(Stored items)
──────────

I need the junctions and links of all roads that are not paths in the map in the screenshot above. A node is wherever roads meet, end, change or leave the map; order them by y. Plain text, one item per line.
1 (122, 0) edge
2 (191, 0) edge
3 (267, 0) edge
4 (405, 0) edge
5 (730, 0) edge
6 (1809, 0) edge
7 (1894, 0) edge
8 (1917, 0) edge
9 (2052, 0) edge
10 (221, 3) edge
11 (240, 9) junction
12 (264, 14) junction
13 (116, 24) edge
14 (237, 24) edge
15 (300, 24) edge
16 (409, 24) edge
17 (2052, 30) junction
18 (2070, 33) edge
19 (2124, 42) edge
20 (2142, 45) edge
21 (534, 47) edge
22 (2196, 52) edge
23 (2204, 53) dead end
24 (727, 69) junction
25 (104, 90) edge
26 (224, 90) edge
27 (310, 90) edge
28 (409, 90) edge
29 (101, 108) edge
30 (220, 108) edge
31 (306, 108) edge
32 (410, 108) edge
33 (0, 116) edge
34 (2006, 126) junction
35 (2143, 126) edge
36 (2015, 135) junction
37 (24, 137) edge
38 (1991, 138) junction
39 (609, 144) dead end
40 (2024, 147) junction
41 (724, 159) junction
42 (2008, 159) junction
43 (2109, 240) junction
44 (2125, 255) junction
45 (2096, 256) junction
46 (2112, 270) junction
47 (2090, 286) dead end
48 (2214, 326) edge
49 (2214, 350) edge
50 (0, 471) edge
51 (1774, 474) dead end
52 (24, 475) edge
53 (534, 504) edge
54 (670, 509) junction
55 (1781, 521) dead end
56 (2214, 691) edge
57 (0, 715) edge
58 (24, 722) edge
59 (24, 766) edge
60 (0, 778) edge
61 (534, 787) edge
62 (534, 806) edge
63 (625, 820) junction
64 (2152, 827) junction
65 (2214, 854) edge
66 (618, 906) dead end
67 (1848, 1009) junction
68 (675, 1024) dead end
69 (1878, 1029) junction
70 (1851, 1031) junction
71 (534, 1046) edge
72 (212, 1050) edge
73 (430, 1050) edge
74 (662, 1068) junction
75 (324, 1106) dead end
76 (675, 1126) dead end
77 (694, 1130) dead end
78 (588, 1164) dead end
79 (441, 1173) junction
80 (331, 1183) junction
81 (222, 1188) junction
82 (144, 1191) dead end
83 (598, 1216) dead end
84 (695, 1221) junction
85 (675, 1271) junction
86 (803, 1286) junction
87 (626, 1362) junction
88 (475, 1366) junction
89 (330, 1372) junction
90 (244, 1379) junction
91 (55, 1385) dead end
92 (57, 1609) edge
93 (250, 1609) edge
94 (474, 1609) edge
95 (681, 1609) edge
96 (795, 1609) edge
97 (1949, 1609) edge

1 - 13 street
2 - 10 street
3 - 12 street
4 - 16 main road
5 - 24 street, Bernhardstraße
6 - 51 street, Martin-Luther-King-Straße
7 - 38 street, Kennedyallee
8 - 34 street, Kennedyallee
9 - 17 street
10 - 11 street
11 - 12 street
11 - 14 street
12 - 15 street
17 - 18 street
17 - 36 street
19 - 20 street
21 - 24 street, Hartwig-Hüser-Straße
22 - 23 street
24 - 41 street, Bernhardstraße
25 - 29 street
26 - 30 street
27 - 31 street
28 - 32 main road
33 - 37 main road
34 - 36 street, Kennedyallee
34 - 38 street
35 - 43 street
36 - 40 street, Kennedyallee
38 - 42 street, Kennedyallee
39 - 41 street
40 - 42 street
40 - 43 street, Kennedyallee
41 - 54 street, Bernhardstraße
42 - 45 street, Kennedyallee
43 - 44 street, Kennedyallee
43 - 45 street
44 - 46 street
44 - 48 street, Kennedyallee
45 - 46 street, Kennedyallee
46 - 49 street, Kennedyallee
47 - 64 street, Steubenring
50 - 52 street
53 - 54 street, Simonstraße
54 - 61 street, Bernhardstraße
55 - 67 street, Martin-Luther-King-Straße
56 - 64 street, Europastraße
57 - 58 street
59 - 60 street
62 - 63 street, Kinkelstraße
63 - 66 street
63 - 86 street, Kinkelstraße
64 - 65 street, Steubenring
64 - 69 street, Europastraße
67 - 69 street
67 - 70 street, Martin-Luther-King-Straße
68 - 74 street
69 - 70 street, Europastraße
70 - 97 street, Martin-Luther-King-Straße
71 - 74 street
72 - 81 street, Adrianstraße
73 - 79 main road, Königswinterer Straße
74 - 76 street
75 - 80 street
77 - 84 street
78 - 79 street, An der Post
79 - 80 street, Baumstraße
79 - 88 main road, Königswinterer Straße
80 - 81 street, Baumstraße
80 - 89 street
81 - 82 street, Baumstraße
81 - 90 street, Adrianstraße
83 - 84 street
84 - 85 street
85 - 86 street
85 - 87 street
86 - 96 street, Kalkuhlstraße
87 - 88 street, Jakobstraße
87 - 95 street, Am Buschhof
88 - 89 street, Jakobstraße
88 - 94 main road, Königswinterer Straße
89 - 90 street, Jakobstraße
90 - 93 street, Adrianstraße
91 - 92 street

──────────

:: Exercise details ::
The full data, transcribed without change, is the expected answer.

:: Expected output ::
I need the junctions and links of all roads that are not paths in the map in the screenshot above. A node is wherever roads meet, end, change or leave the map; order them by y. Plain text, one item per line.
1 (122, 0) edge
2 (191, 0) edge
3 (267, 0) edge
4 (405, 0) edge
5 (730, 0) edge
6 (1809, 0) edge
7 (1894, 0) edge
8 (1917, 0) edge
9 (2052, 0) edge
10 (221, 3) edge
11 (240, 9) junction
12 (264, 14) junction
13 (116, 24) edge
14 (237, 24) edge
15 (300, 24) edge
16 (409, 24) edge
17 (2052, 30) junction
18 (2070, 33) edge
19 (2124, 42) edge
20 (2142, 45) edge
21 (534, 47) edge
22 (2196, 52) edge
23 (2204, 53) dead end
24 (727, 69) junction
25 (104, 90) edge
26 (224, 90) edge
27 (310, 90) edge
28 (409, 90) edge
29 (101, 108) edge
30 (220, 108) edge
31 (306, 108) edge
32 (410, 108) edge
33 (0, 116) edge
34 (2006, 126) junction
35 (2143, 126) edge
36 (2015, 135) junction
37 (24, 137) edge
38 (1991, 138) junction
39 (609, 144) dead end
40 (2024, 147) junction
41 (724, 159) junction
42 (2008, 159) junction
43 (2109, 240) junction
44 (2125, 255) junction
45 (2096, 256) junction
46 (2112, 270) junction
47 (2090, 286) dead end
48 (2214, 326) edge
49 (2214, 350) edge
50 (0, 471) edge
51 (1774, 474) dead end
52 (24, 475) edge
53 (534, 504) edge
54 (670, 509) junction
55 (1781, 521) dead end
56 (2214, 691) edge
57 (0, 715) edge
58 (24, 722) edge
59 (24, 766) edge
60 (0, 778) edge
61 (534, 787) edge
62 (534, 806) edge
63 (625, 820) junction
64 (2152, 827) junction
65 (2214, 854) edge
66 (618, 906) dead end
67 (1848, 1009) junction
68 (675, 1024) dead end
69 (1878, 1029) junction
70 (1851, 1031) junction
71 (534, 1046) edge
72 (212, 1050) edge
73 (430, 1050) edge
74 (662, 1068) junction
75 (324, 1106) dead end
76 (675, 1126) dead end
77 (694, 1130) dead end
78 (588, 1164) dead end
79 (441, 1173) junction
80 (331, 1183) junction
81 (222, 1188) junction
82 (144, 1191) dead end
83 (598, 1216) dead end
84 (695, 1221) junction
85 (675, 1271) junction
86 (803, 1286) junction
87 (626, 1362) junction
88 (475, 1366) junction
89 (330, 1372) junction
90 (244, 1379) junction
91 (55, 1385) dead end
92 (57, 1609) edge
93 (250, 1609) edge
94 (474, 1609) edge
95 (681, 1609) edge
96 (795, 1609) edge
97 (1949, 1609) edge

1 - 13 street
2 - 10 street
3 - 12 street
4 - 16 main road
5 - 24 street, Bernhardstraße
6 - 51 street, Martin-Luther-King-Straße
7 - 38 street, Kennedyallee
8 - 34 street, Kennedyallee
9 - 17 street
10 - 11 street
11 - 12 street
11 - 14 street
12 - 15 street
17 - 18 street
17 - 36 street
19 - 20 street
21 - 24 street, Hartwig-Hüser-Straße
22 - 23 street
24 - 41 street, Bernhardstraße
25 - 29 street
26 - 30 street
27 - 31 street
28 - 32 main road
33 - 37 main road
34 - 36 street, Kennedyallee
34 - 38 street
35 - 43 street
36 - 40 street, Kennedyallee
38 - 42 street, Kennedyallee
39 - 41 street
40 - 42 street
40 - 43 street, Kennedyallee
41 - 54 street, Bernhardstraße
42 - 45 street, Kennedyallee
43 - 44 street, Kennedyallee
43 - 45 street
44 - 46 street
44 - 48 street, Kennedyallee
45 - 46 street, Kennedyallee
46 - 49 street, Kennedyallee
47 - 64 street, Steubenring
50 - 52 street
53 - 54 street, Simonstraße
54 - 61 street, Bernhardstraße
55 - 67 street, Martin-Luther-King-Straße
56 - 64 street, Europastraße
57 - 58 street
59 - 60 street
62 - 63 street, Kinkelstraße
63 - 66 street
63 - 86 street, Kinkelstraße
64 - 65 street, Steubenring
64 - 69 street, Europastraße
67 - 69 street
67 - 70 street, Martin-Luther-King-Straße
68 - 74 street
69 - 70 street, Europastraße
70 - 97 street, Martin-Luther-King-Straße
71 - 74 street
72 - 81 street, Adrianstraße
73 - 79 main road, Königswinterer Straße
74 - 76 street
75 - 80 street
77 - 84 street
78 - 79 street, An der Post
79 - 80 street, Baumstraße
79 - 88 main road, Königswinterer Straße
80 - 81 street, Baumstraße
80 - 89 street
81 - 82 street, Baumstraße
81 - 90 street, Adrianstraße
83 - 84 street
84 - 85 street
85 - 86 street
85 - 87 street
86 - 96 street, Kalkuhlstraße
87 - 88 street, Jakobstraße
87 - 95 street, Am Buschhof
88 - 89 street, Jakobstraße
88 - 94 main road, Königswinterer Straße
89 - 90 street, Jakobstraße
90 - 93 street, Adrianstraße
91 - 92 street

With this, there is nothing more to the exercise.